### [Source data]
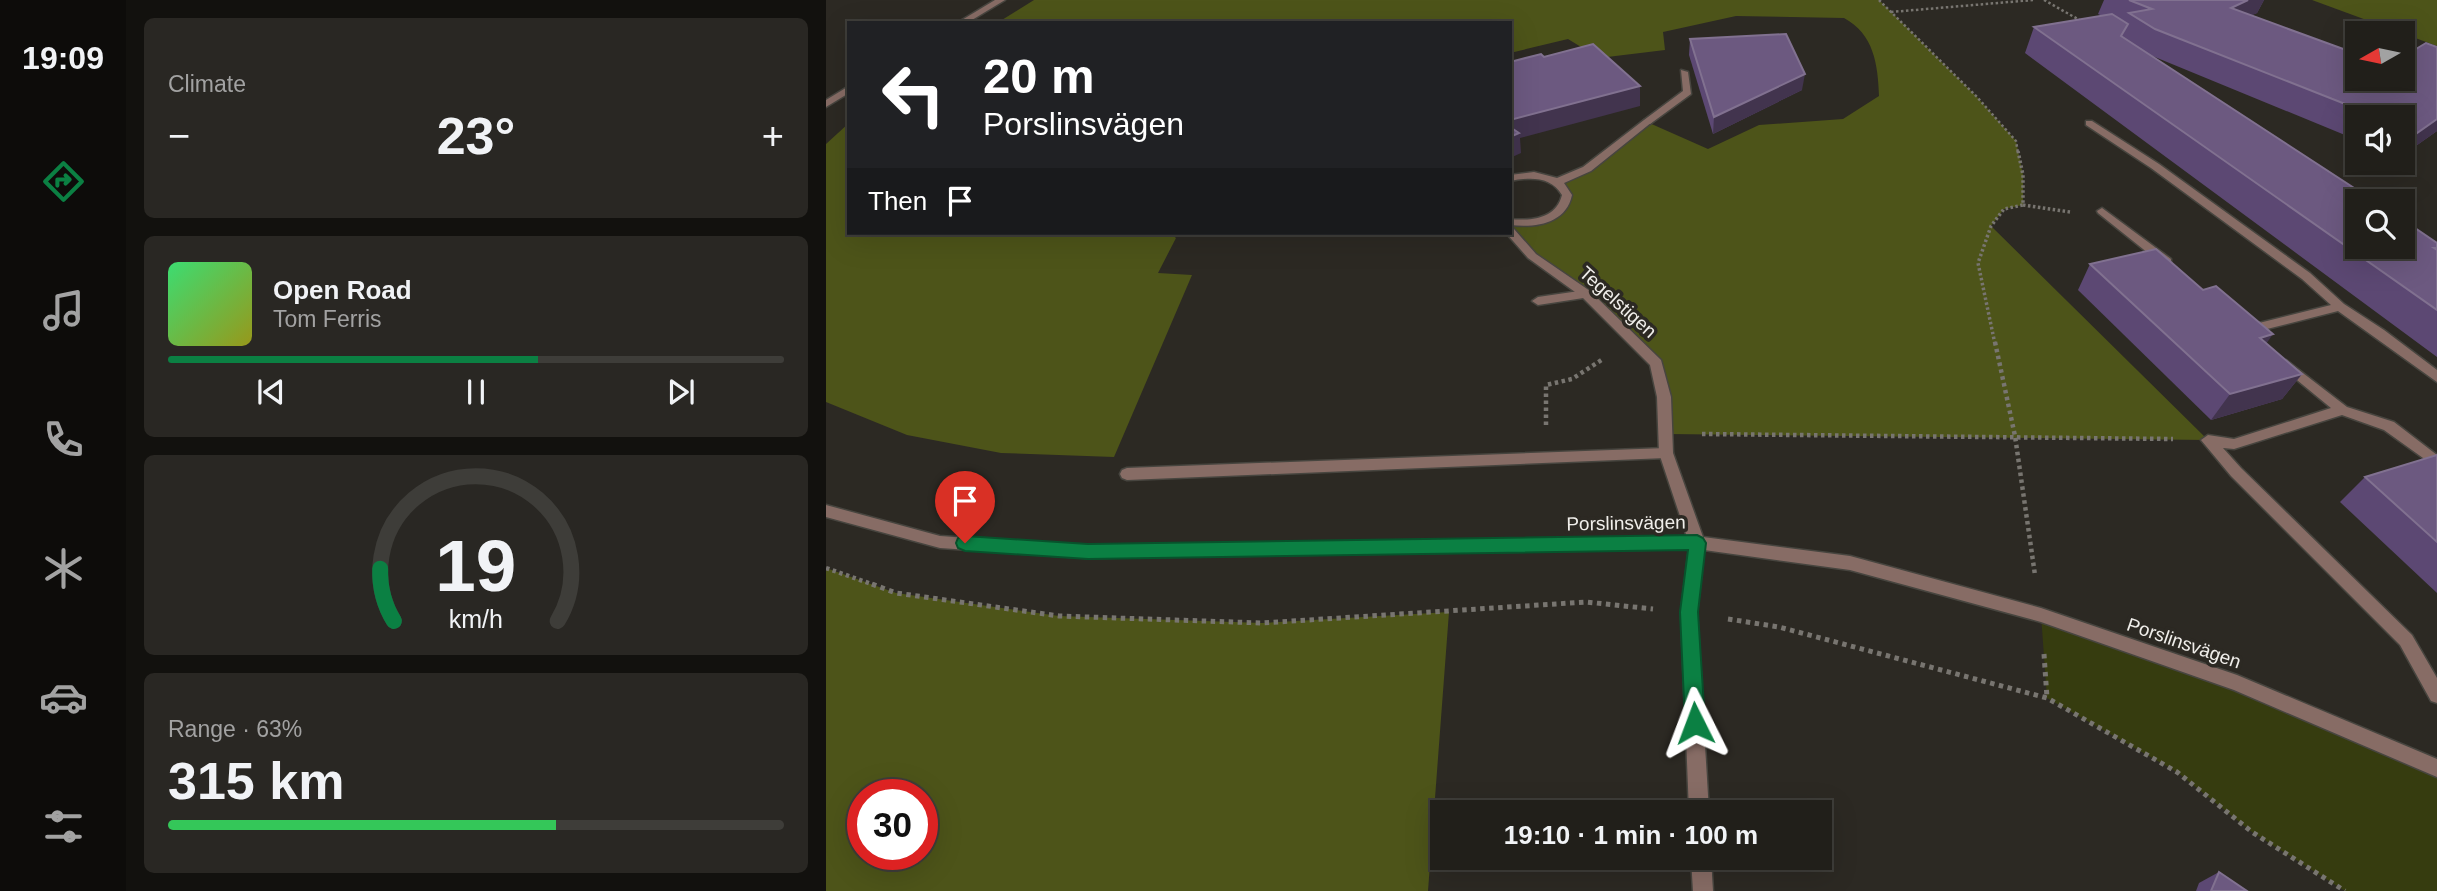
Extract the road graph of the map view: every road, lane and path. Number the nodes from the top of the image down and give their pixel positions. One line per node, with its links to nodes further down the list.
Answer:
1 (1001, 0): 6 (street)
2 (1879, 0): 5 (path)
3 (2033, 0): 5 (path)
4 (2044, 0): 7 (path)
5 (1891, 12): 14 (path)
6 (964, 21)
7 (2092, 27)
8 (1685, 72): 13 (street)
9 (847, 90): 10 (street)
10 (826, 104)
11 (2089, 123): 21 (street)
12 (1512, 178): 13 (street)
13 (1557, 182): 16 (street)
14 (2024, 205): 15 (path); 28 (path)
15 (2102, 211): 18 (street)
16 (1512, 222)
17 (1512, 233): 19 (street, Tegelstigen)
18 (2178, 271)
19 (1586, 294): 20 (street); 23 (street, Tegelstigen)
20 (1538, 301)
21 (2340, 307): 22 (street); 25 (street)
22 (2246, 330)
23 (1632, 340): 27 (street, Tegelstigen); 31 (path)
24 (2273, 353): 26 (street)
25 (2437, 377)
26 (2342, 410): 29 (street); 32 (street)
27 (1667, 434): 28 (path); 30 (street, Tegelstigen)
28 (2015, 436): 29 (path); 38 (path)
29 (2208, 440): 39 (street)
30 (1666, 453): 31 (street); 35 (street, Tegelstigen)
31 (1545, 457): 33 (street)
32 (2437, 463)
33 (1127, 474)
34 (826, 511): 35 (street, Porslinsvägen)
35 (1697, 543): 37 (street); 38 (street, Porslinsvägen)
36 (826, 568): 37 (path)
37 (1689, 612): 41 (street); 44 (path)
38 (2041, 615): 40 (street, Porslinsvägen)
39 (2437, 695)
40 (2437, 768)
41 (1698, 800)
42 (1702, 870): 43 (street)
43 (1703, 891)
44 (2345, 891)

### [What you should do]
Filter on the word "Porslinsvägen": copy each matching line from the entries above.

### [Solved problem]
34 (826, 511): 35 (street, Porslinsvägen)
35 (1697, 543): 37 (street); 38 (street, Porslinsvägen)
38 (2041, 615): 40 (street, Porslinsvägen)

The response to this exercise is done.